Instructions to follow: Report each line of the records where "change" occurs.

Material provided:
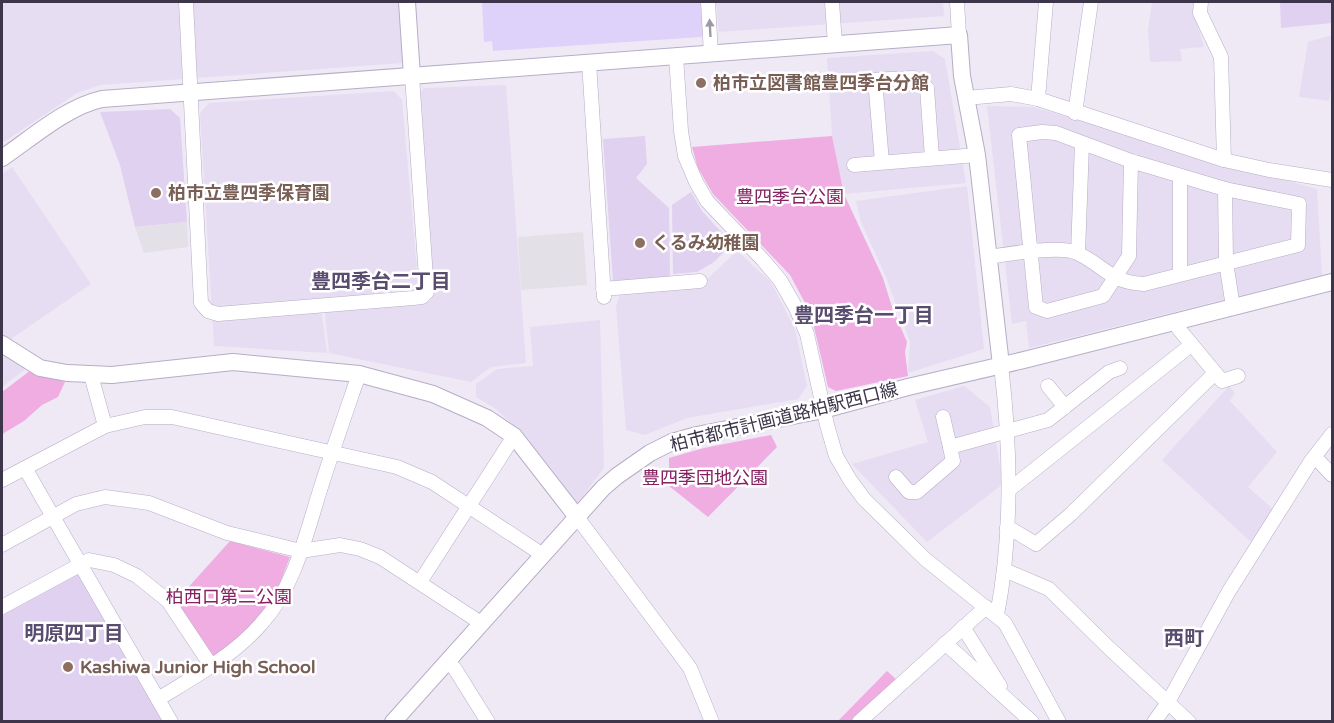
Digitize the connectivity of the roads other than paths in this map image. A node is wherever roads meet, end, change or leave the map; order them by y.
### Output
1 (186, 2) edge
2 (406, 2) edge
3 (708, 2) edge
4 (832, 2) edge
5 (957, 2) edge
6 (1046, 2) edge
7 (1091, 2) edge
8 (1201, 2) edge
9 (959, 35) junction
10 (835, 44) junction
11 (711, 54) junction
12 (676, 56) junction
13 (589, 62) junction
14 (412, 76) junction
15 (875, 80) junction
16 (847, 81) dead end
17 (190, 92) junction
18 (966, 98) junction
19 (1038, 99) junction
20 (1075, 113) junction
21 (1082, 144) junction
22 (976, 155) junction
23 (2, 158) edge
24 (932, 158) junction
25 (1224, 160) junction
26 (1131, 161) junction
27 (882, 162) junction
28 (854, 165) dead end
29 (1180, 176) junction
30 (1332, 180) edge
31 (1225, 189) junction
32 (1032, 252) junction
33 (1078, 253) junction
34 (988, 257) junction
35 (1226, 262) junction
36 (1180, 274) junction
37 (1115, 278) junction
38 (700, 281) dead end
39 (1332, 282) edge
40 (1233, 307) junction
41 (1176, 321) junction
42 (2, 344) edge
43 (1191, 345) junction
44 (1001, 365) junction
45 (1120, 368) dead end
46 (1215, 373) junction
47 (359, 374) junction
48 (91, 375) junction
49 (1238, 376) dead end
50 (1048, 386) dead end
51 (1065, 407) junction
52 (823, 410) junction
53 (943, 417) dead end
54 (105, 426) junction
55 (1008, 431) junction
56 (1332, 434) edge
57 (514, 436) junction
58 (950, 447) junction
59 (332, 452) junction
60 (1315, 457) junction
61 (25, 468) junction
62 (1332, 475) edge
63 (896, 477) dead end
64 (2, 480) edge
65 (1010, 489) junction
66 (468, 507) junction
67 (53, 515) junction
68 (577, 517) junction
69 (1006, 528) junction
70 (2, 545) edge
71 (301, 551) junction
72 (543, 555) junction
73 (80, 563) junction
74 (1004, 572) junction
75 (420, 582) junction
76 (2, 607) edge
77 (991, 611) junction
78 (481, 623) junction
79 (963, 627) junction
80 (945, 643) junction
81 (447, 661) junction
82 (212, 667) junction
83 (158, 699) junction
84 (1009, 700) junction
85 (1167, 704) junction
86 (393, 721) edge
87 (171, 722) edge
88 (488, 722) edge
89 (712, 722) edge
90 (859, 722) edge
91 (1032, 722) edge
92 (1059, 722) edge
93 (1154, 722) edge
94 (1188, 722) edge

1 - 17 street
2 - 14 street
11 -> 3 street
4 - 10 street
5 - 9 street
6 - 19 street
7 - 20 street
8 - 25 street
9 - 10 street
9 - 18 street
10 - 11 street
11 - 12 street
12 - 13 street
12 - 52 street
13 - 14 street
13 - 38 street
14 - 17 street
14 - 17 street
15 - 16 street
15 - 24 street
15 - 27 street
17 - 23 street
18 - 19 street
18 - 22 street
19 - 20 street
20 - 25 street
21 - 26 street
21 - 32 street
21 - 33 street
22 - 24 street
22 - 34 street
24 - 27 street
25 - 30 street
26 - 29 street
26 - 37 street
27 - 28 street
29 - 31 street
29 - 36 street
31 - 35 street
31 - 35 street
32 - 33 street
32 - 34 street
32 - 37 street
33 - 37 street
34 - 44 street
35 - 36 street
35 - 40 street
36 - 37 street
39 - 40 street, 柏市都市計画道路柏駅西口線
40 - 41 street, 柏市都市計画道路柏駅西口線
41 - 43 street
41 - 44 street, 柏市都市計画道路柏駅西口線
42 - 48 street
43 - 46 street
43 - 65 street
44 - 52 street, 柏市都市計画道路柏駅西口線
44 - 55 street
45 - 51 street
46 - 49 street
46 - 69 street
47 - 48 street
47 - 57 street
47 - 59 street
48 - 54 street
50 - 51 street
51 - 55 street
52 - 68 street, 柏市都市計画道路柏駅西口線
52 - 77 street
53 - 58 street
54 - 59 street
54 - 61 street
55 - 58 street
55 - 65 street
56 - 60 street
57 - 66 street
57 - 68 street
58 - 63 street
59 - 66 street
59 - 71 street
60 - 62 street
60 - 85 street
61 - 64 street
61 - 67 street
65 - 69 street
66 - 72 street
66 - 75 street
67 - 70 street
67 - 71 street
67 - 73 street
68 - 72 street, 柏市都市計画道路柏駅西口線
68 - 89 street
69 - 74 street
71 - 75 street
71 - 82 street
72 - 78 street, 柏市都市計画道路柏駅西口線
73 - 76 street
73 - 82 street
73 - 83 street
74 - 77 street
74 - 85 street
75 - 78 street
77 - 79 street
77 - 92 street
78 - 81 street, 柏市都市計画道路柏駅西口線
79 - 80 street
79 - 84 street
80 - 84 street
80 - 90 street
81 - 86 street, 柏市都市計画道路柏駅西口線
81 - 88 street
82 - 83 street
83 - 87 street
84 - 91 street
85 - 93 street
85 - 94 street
==
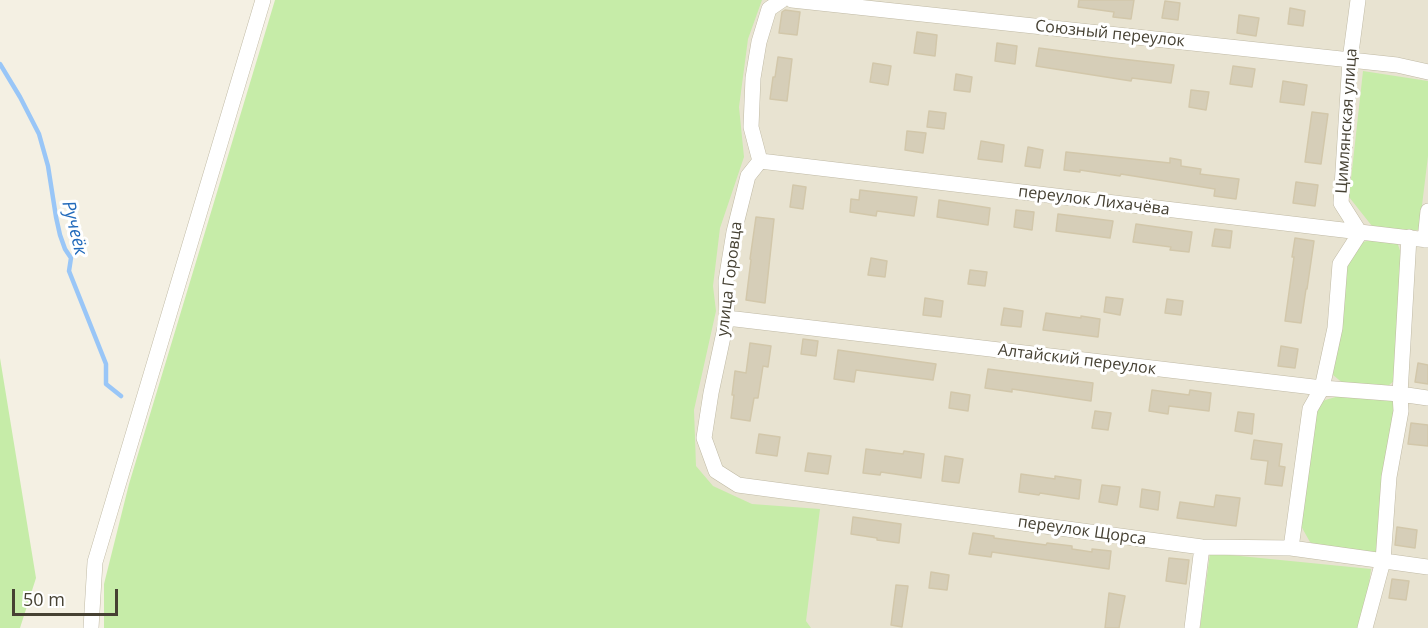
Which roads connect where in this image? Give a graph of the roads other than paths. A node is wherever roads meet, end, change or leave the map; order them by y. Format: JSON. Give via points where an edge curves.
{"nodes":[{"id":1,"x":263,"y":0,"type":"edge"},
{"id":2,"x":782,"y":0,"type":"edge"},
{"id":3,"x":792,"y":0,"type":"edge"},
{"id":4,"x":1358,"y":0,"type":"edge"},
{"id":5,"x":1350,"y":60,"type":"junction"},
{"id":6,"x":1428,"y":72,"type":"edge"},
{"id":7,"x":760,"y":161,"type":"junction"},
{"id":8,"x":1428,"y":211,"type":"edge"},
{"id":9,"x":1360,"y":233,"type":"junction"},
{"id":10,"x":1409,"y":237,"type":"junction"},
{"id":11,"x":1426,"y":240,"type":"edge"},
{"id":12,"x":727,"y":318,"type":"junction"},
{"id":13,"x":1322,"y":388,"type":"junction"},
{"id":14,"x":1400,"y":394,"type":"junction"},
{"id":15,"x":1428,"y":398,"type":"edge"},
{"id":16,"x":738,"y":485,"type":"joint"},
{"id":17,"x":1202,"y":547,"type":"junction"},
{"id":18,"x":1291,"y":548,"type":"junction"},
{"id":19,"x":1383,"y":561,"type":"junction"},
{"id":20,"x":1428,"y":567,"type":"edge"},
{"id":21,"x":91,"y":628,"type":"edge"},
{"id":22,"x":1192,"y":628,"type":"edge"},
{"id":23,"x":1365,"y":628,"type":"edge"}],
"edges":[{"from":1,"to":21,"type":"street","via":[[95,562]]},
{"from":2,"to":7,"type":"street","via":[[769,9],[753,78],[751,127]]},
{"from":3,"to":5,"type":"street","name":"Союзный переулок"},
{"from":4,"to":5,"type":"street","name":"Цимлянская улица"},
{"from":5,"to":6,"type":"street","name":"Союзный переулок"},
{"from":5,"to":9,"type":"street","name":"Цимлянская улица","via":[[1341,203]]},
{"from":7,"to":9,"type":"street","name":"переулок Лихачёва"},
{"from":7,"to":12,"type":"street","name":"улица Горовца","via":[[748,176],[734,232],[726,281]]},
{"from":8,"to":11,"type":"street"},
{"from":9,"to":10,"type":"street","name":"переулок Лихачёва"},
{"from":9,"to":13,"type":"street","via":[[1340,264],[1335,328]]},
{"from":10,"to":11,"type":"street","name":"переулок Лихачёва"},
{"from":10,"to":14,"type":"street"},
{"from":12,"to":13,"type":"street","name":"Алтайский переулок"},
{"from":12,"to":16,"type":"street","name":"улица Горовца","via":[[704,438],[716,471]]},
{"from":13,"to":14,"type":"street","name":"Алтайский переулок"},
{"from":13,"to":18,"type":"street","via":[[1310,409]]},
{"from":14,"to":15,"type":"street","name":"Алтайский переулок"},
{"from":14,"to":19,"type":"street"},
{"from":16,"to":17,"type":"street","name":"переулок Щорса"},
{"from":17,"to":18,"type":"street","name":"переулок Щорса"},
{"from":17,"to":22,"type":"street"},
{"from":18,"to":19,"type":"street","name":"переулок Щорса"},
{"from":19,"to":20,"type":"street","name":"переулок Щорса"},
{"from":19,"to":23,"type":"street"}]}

Result below:
Digitize the connectivity of the roads other than paths in this map image. A node is wherever roads meet, end, change or leave the map; order them by y.
Which roads connect where in this image? Give a graph of the roads other than paths. A node is wherever roads meet, end, change or leave the map; order them by y. Format: JSON. Give via points where an edge curves.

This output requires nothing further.